The physical demands described here are representative of those that must be met by an employee (with or without accommodations) to successfully perform the essential functions of this job.
Employee must frequently work at computer station, answer telephone calls, emails, and/or other forms of customer/client communication. Employee may on occasion be required to move items of various sizes and weights throughout the office or building.
Position Type/Expected Hours of Work:
This is a full-time position, work schedule will be determined by supervisor and may change if necessary. There may be some occasional work required outside of established schedule, which may include weekends and holidays. Typical work schedule is 8am – 5pm, Monday through Friday for most staff.
Travel may be required.
The University of Michigan/Merit Network conducts background checks on all job candidates upon acceptance of a contingent offer and may use a third party administrator to conduct background checks. Background checks will be performed in compliance with the Fair Credit Reporting Act.

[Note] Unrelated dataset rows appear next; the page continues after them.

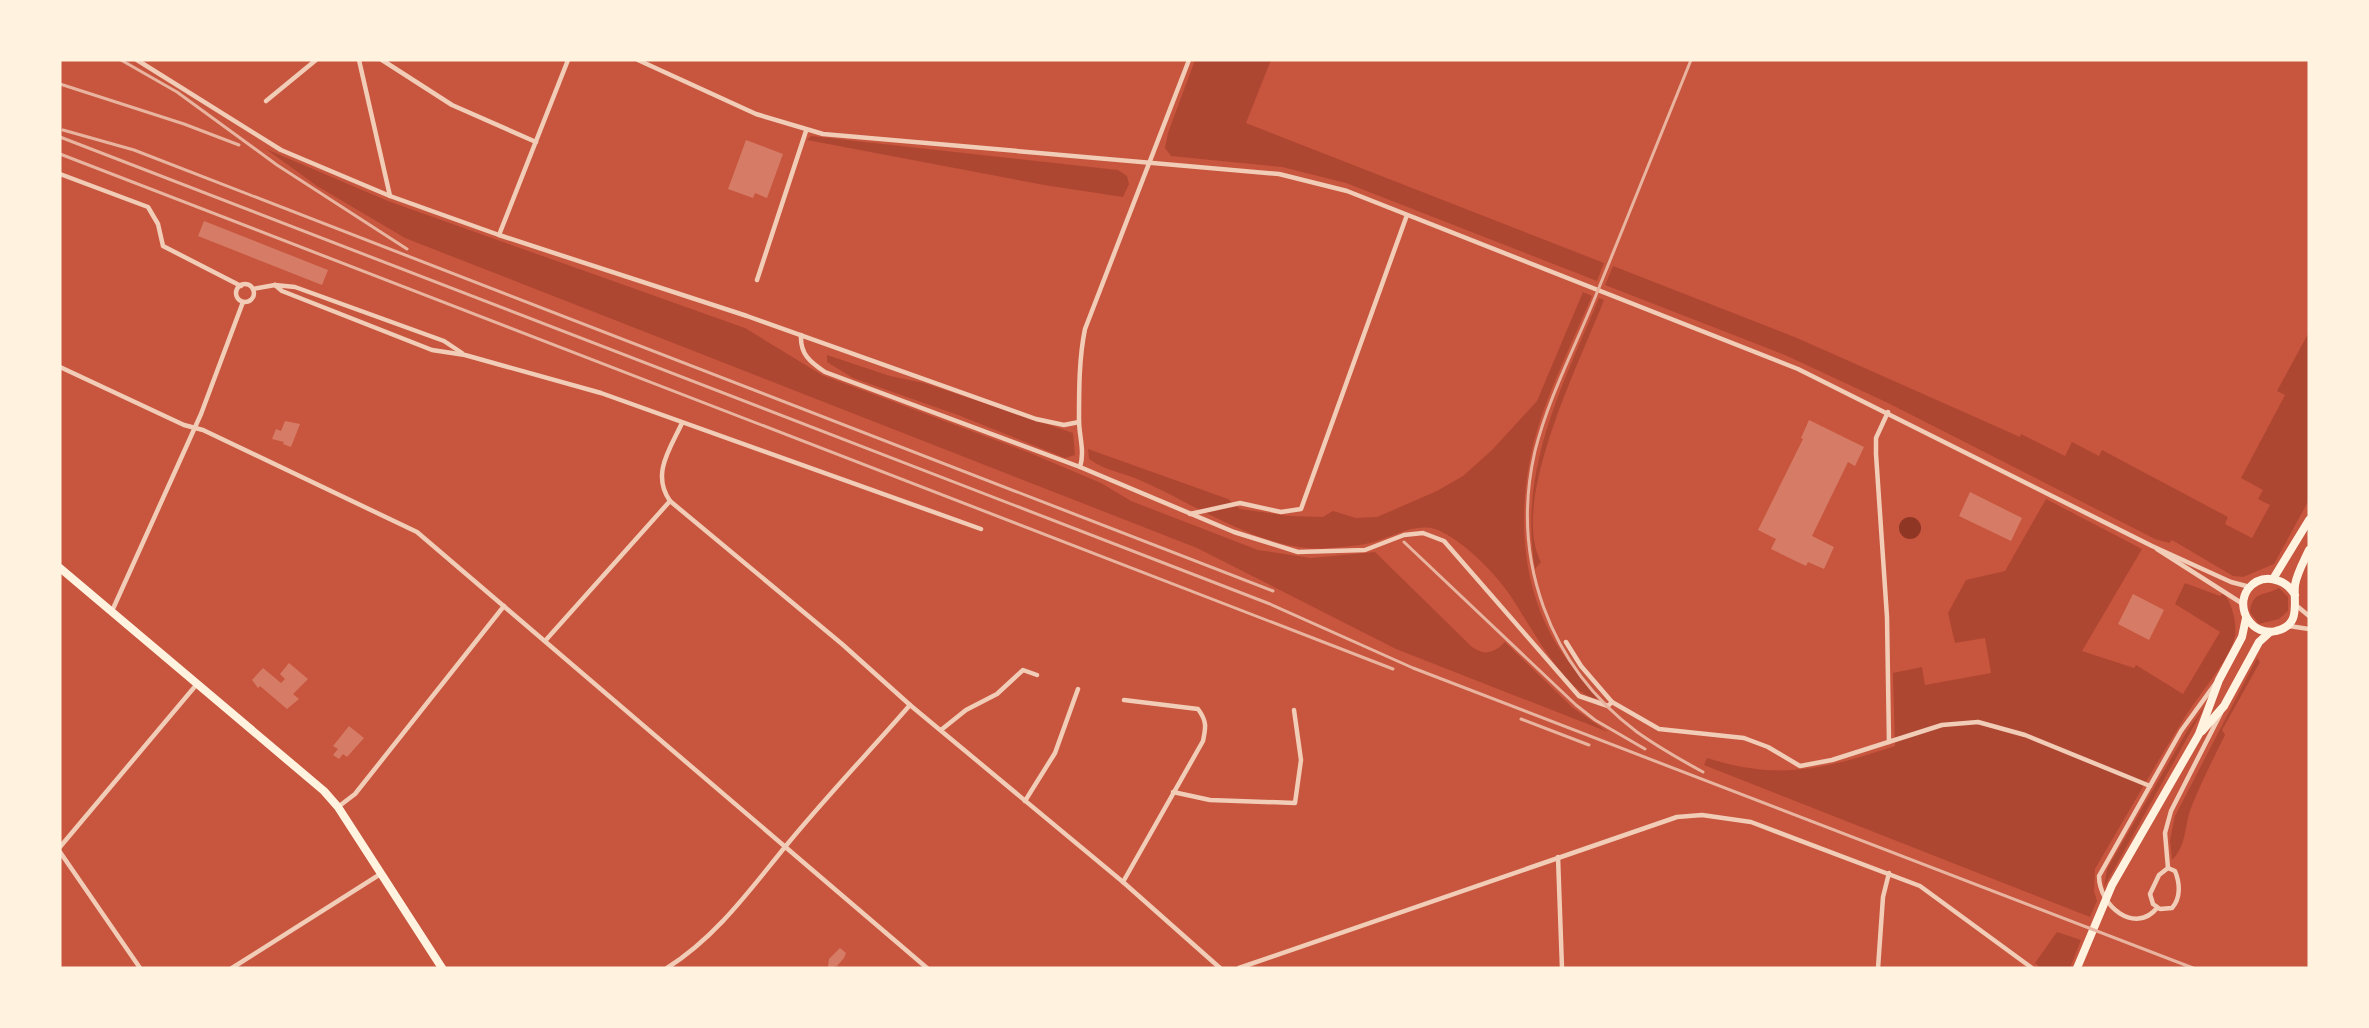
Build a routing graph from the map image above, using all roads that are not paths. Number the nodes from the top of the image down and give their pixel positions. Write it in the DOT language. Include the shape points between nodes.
graph roads {
  1 [pos="138,60"];
  2 [pos="316,60"];
  3 [pos="359,60"];
  4 [pos="382,60"];
  5 [pos="568,60"];
  6 [pos="638,60"];
  7 [pos="1189,60"];
  8 [pos="266,101"];
  9 [pos="806,131"];
  10 [pos="536,142"];
  11 [pos="1151,162"];
  12 [pos="60,174"];
  13 [pos="390,196"];
  14 [pos="1407,215"];
  15 [pos="499,235"];
  16 [pos="758,280"];
  17 [pos="275,285"];
  18 [pos="241,286"];
  19 [pos="253,289"];
  20 [pos="243,302"];
  21 [pos="801,335"];
  22 [pos="465,355"];
  23 [pos="60,367"];
  24 [pos="1888,412"];
  25 [pos="1079,422"];
  26 [pos="682,423"];
  27 [pos="195,428"];
  28 [pos="1080,467"];
  29 [pos="670,501"];
  30 [pos="1190,514"];
  31 [pos="2309,520"];
  32 [pos="981,529"];
  33 [pos="2152,546"];
  34 [pos="2309,550"];
  35 [pos="60,568"];
  36 [pos="2273,579"];
  37 [pos="2250,587"];
  38 [pos="2295,595"];
  39 [pos="2243,605"];
  40 [pos="504,606"];
  41 [pos="2297,606"];
  42 [pos="112,611"];
  43 [pos="2309,616"];
  44 [pos="2246,618"];
  45 [pos="2286,626"];
  46 [pos="2309,628"];
  47 [pos="2270,632"];
  48 [pos="545,641"];
  49 [pos="1566,642"];
  50 [pos="1037,675"];
  51 [pos="2219,680"];
  52 [pos="197,683"];
  53 [pos="1078,689"];
  54 [pos="1124,700"];
  55 [pos="1612,702"];
  56 [pos="910,705"];
  57 [pos="2224,706"];
  58 [pos="1294,710"];
  59 [pos="940,730"];
  60 [pos="2199,735"];
  61 [pos="1889,742"];
  62 [pos="2150,786"];
  63 [pos="1173,792"];
  64 [pos="1025,801"];
  65 [pos="338,807"];
  66 [pos="60,847"];
  67 [pos="785,847"];
  68 [pos="60,852"];
  69 [pos="1558,857"];
  70 [pos="2168,868"];
  71 [pos="382,873"];
  72 [pos="1889,873"];
  73 [pos="1123,882"];
  74 [pos="2157,908"];
  75 [pos="141,968"];
  76 [pos="232,968"];
  77 [pos="442,968"];
  78 [pos="667,968"];
  79 [pos="927,968"];
  80 [pos="1220,968"];
  81 [pos="1239,968"];
  82 [pos="1562,968"];
  83 [pos="1878,968"];
  84 [pos="2032,968"];
  85 [pos="2077,968"];
  1 -- 13 [label="street" via="281,150"];
  2 -- 8 [label="street"];
  3 -- 13 [label="street"];
  4 -- 10 [label="street" via="452,105"];
  5 -- 10 [label="street"];
  6 -- 9 [label="street" via="756,114"];
  7 -- 11 [label="street"];
  9 -- 11 [label="street"];
  9 -- 16 [label="street"];
  10 -- 15 [label="street"];
  11 -- 14 [label="street" via="1303,178"];
  11 -- 25 [label="street" via="1085,329"];
  12 -- 18 [label="street" via="148,207 158,224 163,246"];
  13 -- 15 [label="street"];
  14 -- 24 [label="street" via="1798,369"];
  14 -- 30 [label="street" via="1301,509 1281,512 1240,503"];
  15 -- 21 [label="street"];
  17 -- 19 [label="street"];
  17 -- 22 [label="street" via="432,350"];
  17 -- 22 [label="street" via="295,287 444,341"];
  18 -- 19 [label="street"];
  18 -- 20 [label="street" via="237,296"];
  19 -- 20 [label="street" via="251,300"];
  20 -- 27 [label="street"];
  21 -- 25 [label="street" via="1036,419 1064,425"];
  21 -- 28 [label="street" via="800,349 825,372"];
  22 -- 26 [label="street" via="601,393"];
  23 -- 27 [label="street"];
  24 -- 33 [label="street"];
  24 -- 61 [label="street" via="1876,438 1876,454 1887,617"];
  25 -- 28 [label="street" via="1083,451"];
  26 -- 29 [label="street" via="661,469 661,482"];
  26 -- 32 [label="street"];
  27 -- 40 [label="street" via="417,532"];
  27 -- 42 [label="street"];
  28 -- 30 [label="street"];
  29 -- 48 [label="street"];
  29 -- 56 [label="street"];
  30 -- 55 [label="street" via="1298,552 1365,550 1404,535 1423,533 1444,540 1579,696 1608,706"];
  31 -- 36 [label="main road"];
  33 -- 37 [label="street"];
  33 -- 39 [label="street"];
  34 -- 38 [label="main road" via="2298,573"];
  35 -- 42 [label="main road"];
  36 -- 37 [label="main road"];
  36 -- 38 [label="main road" via="2286,584"];
  37 -- 39 [label="main road"];
  38 -- 41 [label="main road"];
  39 -- 44 [label="main road"];
  40 -- 48 [label="street"];
  40 -- 65 [label="street" via="355,794"];
  41 -- 43 [label="street"];
  41 -- 45 [label="main road"];
  42 -- 52 [label="main road"];
  44 -- 47 [label="main road" via="2256,628"];
  44 -- 51 [label="main road" via="2242,637"];
  45 -- 46 [label="street"];
  45 -- 47 [label="main road"];
  47 -- 57 [label="main road" via="2259,642"];
  48 -- 67 [label="street"];
  49 -- 55 [label="street"];
  50 -- 59 [label="street" via="1023,670 997,694 966,710"];
  51 -- 60 [label="main road"];
  51 -- 62 [label="street" via="2181,731"];
  52 -- 65 [label="main road" via="310,777"];
  52 -- 66 [label="street"];
  53 -- 64 [label="street" via="1055,753"];
  54 -- 63 [label="street" via="1198,710 1205,718 1203,741"];
  55 -- 61 [label="street" via="1659,729 1744,738 1800,765 1832,760"];
  56 -- 59 [label="street"];
  56 -- 67 [label="street"];
  57 -- 60 [label="main road"];
  57 -- 70 [label="street" via="2171,811 2165,833"];
  58 -- 63 [label="street" via="1301,760 1295,803 1210,800"];
  59 -- 64 [label="street"];
  60 -- 85 [label="main road" via="2112,885"];
  61 -- 62 [label="street" via="1942,725 1978,722 2025,735"];
  62 -- 74 [label="street" via="2105,864 2099,885 2105,900 2119,913 2146,917"];
  63 -- 73 [label="street"];
  64 -- 73 [label="street"];
  65 -- 71 [label="main road"];
  67 -- 78 [label="street" via="725,920"];
  67 -- 79 [label="street"];
  68 -- 75 [label="street"];
  69 -- 72 [label="street" via="1677,817 1702,814 1751,822"];
  69 -- 81 [label="street"];
  69 -- 82 [label="street"];
  70 -- 74 [label="street" via="2152,889 2151,899"];
  70 -- 74 [label="street" via="2175,871 2178,879 2177,900 2168,909"];
  71 -- 76 [label="street"];
  71 -- 77 [label="main road"];
  72 -- 83 [label="street" via="1883,897"];
  72 -- 84 [label="street" via="1920,886"];
  73 -- 80 [label="street"];
}
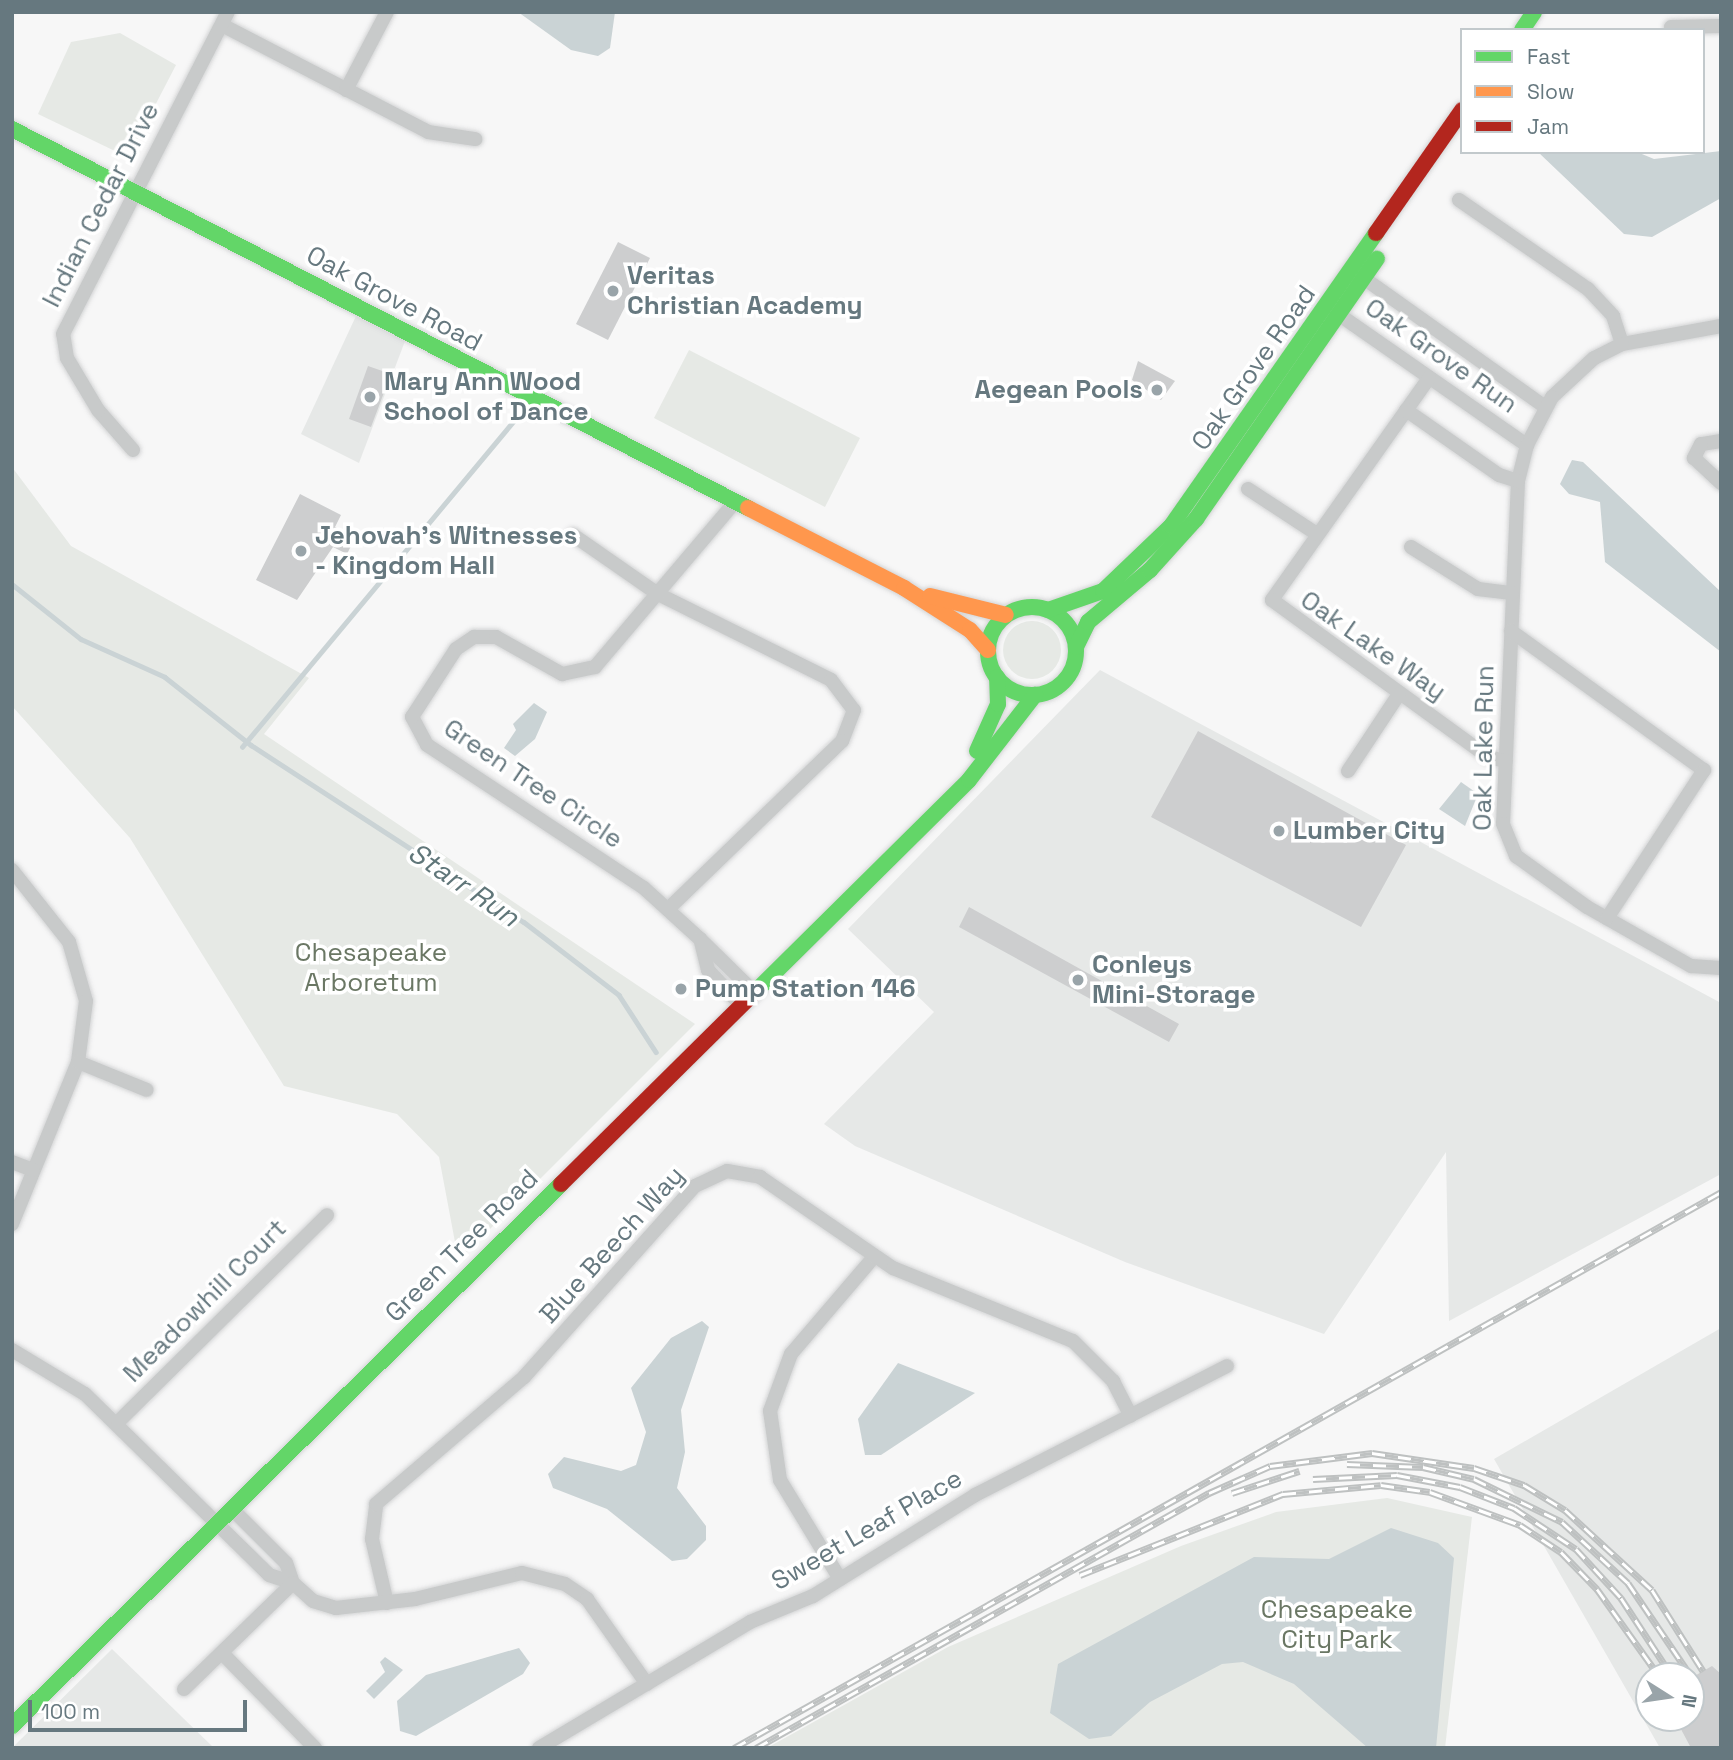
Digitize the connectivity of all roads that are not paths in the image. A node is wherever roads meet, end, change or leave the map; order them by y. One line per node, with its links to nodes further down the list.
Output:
1 (387, 12): 7 (street)
2 (1534, 12): 6 (street)
3 (225, 19): 7 (street); 12 (street, Indian Cedar Drive)
4 (1721, 26): 5 (street)
5 (1671, 27)
6 (1522, 28)
7 (346, 90): 11 (street)
8 (1460, 113): 14 (street, Oak Grove Road)
9 (12, 129): 12 (street, Oak Grove Road)
10 (1460, 134): 14 (street, Oak Grove Road)
11 (475, 139)
12 (134, 191): 23 (street, Indian Cedar Drive); 27 (street, Oak Grove Road)
13 (1459, 200): 17 (street)
14 (1358, 274): 15 (street, Oak Grove Road); 19 (street, Oak Grove Run)
15 (1333, 311): 18 (street, Oak Grove Run); 34 (street, Oak Grove Road); 37 (street, Oak Grove Road)
16 (1721, 327): 17 (street)
17 (1622, 344): 19 (street, Oak Lake Run)
18 (1429, 378): 20 (street, Oak Lake Way); 22 (street, Oak Grove Run)
19 (1545, 407): 22 (street, Oak Lake Run)
20 (1406, 410): 24 (street); 28 (street, Oak Lake Way)
21 (1721, 441): 25 (street)
22 (1527, 445): 24 (street, Oak Lake Run)
23 (133, 450)
24 (1518, 481): 32 (street, Oak Lake Run)
25 (1721, 483)
26 (1248, 489): 28 (street)
27 (734, 503): 31 (street, Oak Grove Road); 33 (street, Green Tree Circle)
28 (1317, 534): 40 (street, Oak Lake Way)
29 (573, 535): 33 (street)
30 (1411, 547): 32 (street)
31 (904, 588): 35 (street, Oak Grove Road); 38 (street, Oak Grove Road)
32 (1512, 593): 36 (street, Oak Lake Run)
33 (658, 594): 47 (street); 47 (street, Green Tree Circle)
34 (1048, 610): 35 (street); 37 (street)
35 (1006, 615): 38 (street)
36 (1511, 631): 42 (street, Oak Lake Run); 48 (street)
37 (1076, 647): 41 (street)
38 (988, 650): 39 (street)
39 (997, 677): 41 (street); 44 (street, Green Tree Road)
40 (1399, 694): 42 (street, Oak Lake Way); 43 (street)
41 (1035, 695): 44 (street, Green Tree Road)
42 (1506, 761): 48 (street, Oak Lake Run)
43 (1348, 771)
44 (947, 801): 51 (street, Green Tree Road)
45 (12, 870): 46 (street)
46 (17, 888): 53 (street)
47 (668, 908): 49 (street, Green Tree Circle)
48 (1607, 918): 50 (street, Oak Lake Run)
49 (700, 939): 51 (street, Green Tree Circle); 52 (street, Green Tree Circle)
50 (1721, 968)
51 (753, 991): 52 (street, Green Tree Road)
52 (740, 1004): 64 (street, Green Tree Road)
53 (78, 1062): 54 (street); 56 (street)
54 (147, 1090)
55 (12, 1162): 56 (street)
56 (33, 1170): 58 (street)
57 (327, 1215): 63 (street, Meadowhill Court)
58 (12, 1224)
59 (873, 1258): 62 (street, Blue Beech Way); 66 (street); 68 (street, Blue Beech Way)
60 (12, 1350): 63 (street)
61 (1227, 1366): 62 (street, Sweet Leaf Place)
62 (1131, 1416): 66 (street, Sweet Leaf Place)
63 (118, 1422): 65 (street)
64 (232, 1508): 65 (street, Green Tree Road); 67 (street)
65 (216, 1524): 67 (street); 72 (street, Green Tree Road)
66 (840, 1579): 70 (street, Sweet Leaf Place)
67 (293, 1583): 68 (street); 69 (street)
68 (387, 1603): 70 (street)
69 (222, 1653): 71 (street); 73 (street)
70 (647, 1684): 74 (street, Sweet Leaf Place)
71 (184, 1689)
72 (12, 1726)
73 (315, 1748)
74 (539, 1748)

If you have any questions regarding this job, please contact: firstname.lastname@example.org
If you need assistance completing this application, please call (734) 615-2000, option 1
Merit Network Inc. serves the research, education and public sector communities as a trusted and valued partner. Merit advances member success, research, economic development, collaboration, and professional development by leveraging its network infrastructure, expertise and the value of its member communities.
Job openings are posted for a minimum of seven calendar days. This job may be removed from posting boards and filled any time after the minimum posting period has ended.
U-M EEO/AA Statement
The University of Michigan is an equal opportunity/affirmative action employer.